Andiamo, in ogni spogliatoio, sotto le docce, si fanno battute…
«Il fenomeno c’è».
Mettiamola così: se una squadra ha undici giocatrici, in media quante di loro sono gay?
«Forse 7-8».
Lei lo è?
«No».
Se lo fosse, lo direbbe?
«Non lo so».
Lei è fidanzata?
«Sì».
Con un uomo o una donna?
«Sono fidanzata, evitiamo questo discorso».
Pensa mai a sposarsi, avere figli?
«Certo. Non è il momento ma prima o poi mi piacerebbe avere figli. Lo stesso vale per il matrimonio».
È favorevole alle nozze gay?
«Sì, certo. Ognuno deve essere libero di vivere la propria vita come desidera. Penso che l’amore sia indipendente dal sesso. Se due donne o due uomini stanno bene insieme, si vogliono sposare, non vedo perché non possano farlo. Hanno diritto alla felicità come qualsiasi altra persona».

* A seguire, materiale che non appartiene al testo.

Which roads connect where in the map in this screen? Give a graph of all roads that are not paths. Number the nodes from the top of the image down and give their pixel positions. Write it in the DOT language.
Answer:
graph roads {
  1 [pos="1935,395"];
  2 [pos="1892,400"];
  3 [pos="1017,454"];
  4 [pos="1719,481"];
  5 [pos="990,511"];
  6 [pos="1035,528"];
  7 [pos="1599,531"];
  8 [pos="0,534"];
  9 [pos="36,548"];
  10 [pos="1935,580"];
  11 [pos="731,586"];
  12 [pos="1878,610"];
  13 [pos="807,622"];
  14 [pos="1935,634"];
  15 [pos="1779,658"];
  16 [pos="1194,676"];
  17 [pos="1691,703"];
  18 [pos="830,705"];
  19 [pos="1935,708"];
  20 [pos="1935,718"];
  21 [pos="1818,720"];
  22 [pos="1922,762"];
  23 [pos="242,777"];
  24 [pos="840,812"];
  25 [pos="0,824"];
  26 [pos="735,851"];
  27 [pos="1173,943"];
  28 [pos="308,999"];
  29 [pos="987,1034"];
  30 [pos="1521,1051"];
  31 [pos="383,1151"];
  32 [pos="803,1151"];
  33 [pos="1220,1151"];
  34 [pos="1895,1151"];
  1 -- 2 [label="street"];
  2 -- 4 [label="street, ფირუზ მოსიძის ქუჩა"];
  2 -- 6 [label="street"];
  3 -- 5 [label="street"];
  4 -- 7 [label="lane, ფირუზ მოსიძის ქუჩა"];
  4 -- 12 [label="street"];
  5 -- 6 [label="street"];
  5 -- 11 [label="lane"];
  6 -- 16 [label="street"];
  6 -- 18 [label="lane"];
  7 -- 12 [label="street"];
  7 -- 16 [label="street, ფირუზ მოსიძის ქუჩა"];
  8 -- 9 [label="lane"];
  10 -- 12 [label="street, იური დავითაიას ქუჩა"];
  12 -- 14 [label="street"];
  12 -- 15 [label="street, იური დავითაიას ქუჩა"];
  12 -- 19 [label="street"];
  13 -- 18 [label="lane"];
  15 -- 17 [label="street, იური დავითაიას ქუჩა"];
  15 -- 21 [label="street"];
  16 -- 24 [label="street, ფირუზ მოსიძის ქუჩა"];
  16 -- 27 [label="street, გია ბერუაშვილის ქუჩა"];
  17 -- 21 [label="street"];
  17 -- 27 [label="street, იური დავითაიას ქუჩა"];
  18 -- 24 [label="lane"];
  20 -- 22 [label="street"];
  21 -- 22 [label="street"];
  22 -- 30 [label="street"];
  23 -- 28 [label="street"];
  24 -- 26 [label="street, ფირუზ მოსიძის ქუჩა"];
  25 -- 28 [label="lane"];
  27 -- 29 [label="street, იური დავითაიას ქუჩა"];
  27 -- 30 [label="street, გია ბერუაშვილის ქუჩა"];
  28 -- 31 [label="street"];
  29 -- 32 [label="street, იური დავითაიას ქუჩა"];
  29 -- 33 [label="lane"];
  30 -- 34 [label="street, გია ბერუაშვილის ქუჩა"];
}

Che ne pensa delle adozioni alle coppie gay?
«Sono d’accordo. Basta avere l’intelligenza di comportarsi bene e gestire le situazioni nel migliore dei modi».
Quanto guadagna una giocatrice al suo livello?
«Ho il rimborso spese e basta: 2-300 euro al mese. Sono poche le ragazze che vivono di calcio. Io lavoro di giorno e mi alleno la sera: due ore tre volte a settimana».
Che lavoro fa?
«Mi occupo di grafica e social network per un’agenzia di management e promozione di atleti e personaggi dello spettacolo».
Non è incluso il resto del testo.